Вот пришел Елеазар к гордому мудрецу, и мудрец сказал ему:
– Я уже знаю все, что ты можешь сказать ужасного, Елеазар. Чем еще ты можешь ужаснуть меня?
Но немного прошло времени, и уже почувствовал мудрец, что знание ужасного – не есть еще ужасное, и что видение смерти – не есть еще смерть. И почувствовал он, что мудрость и глупость одинаково равны перед лицом Бесконечного, ибо не знает их Бесконечное. И исчезла грань между ведением и неведением, между правдой и ложью, между верхом и низом, и в пустоте повисла его бесформенная мысль. Тогда схватил он себя за седую голову и закричал исступленно:
– Я не могу думать! Я не могу думать! Так погибало под равнодушным взором чудесно воскресшего все, что служит к утверждению жизни, смысла и радостей ее. И стали говорить, что опасно пускать его к императору, что лучше убить его и, схоронив тайно, сказать, что скрылся он неизвестно куда. Уже мечи точились и преданные благу народа юноши самоотверженно готовили себя в убийцы, когда Август потребовал, чтобы наутро явился к нему Елеазар, и тем расстроил жестокие планы.

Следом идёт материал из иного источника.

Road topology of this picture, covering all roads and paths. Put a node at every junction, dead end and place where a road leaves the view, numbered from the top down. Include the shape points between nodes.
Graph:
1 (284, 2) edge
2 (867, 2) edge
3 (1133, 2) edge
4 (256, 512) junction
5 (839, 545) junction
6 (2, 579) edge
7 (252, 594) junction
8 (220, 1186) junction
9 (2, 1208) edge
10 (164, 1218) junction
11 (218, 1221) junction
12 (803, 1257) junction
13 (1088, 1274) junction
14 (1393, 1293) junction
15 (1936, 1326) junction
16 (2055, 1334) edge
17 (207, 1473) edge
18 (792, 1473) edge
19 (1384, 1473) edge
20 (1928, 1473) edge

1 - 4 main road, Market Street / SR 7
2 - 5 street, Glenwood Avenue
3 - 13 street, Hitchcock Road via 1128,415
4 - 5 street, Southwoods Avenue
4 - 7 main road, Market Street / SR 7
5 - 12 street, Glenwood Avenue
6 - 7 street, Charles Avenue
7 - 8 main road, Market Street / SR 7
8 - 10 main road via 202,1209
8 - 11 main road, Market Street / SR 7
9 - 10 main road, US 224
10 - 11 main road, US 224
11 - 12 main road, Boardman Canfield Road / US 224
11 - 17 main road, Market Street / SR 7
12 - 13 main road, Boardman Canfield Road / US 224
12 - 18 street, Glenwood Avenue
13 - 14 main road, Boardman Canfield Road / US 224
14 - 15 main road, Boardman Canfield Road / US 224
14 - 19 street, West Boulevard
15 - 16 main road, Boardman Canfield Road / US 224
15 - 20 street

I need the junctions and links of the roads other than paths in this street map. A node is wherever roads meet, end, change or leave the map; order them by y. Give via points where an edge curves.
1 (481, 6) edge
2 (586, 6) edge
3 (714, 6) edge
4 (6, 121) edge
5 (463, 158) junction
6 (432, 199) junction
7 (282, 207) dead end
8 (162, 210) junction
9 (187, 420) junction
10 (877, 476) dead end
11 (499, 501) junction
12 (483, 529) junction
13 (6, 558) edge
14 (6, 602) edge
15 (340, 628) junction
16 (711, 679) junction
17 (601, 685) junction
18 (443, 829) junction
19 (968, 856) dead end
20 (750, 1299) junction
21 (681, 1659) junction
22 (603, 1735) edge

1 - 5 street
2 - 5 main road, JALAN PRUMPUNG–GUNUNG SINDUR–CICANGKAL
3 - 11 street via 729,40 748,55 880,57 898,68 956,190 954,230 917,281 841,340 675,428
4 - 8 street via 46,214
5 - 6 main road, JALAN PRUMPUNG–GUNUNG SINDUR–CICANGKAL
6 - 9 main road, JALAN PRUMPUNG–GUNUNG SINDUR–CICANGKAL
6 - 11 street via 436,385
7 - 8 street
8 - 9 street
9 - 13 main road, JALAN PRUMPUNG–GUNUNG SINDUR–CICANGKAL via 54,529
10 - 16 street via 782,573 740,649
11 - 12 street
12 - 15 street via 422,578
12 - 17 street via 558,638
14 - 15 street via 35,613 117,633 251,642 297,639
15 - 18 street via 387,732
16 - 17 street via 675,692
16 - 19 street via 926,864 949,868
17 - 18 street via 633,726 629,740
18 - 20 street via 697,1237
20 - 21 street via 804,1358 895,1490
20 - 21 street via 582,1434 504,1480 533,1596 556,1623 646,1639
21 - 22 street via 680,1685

Если нельзя было совсем устранить Елеазара, то желали хоть немного смягчить то тяжелое впечатление, какое производило лицо его. И с этой целью собрали искусных художников, цирюльников и артистов, и всю ночь трудились над головою Елеазара. Подстригли бороду, завили ее и придали ей опрятный и красивый вид. Неприятна была мертвецкая синева его рук и лица, и красками удалили ее: набелили руки и нарумянили щеки. Отвратительны были морщины страданий, которые бороздили старое лицо, и их замазали, закрасили, загладили совсем, а по чистому фону тонкими кисточками искусно провели морщины добродушного смеха и приятной, беззлобной веселости.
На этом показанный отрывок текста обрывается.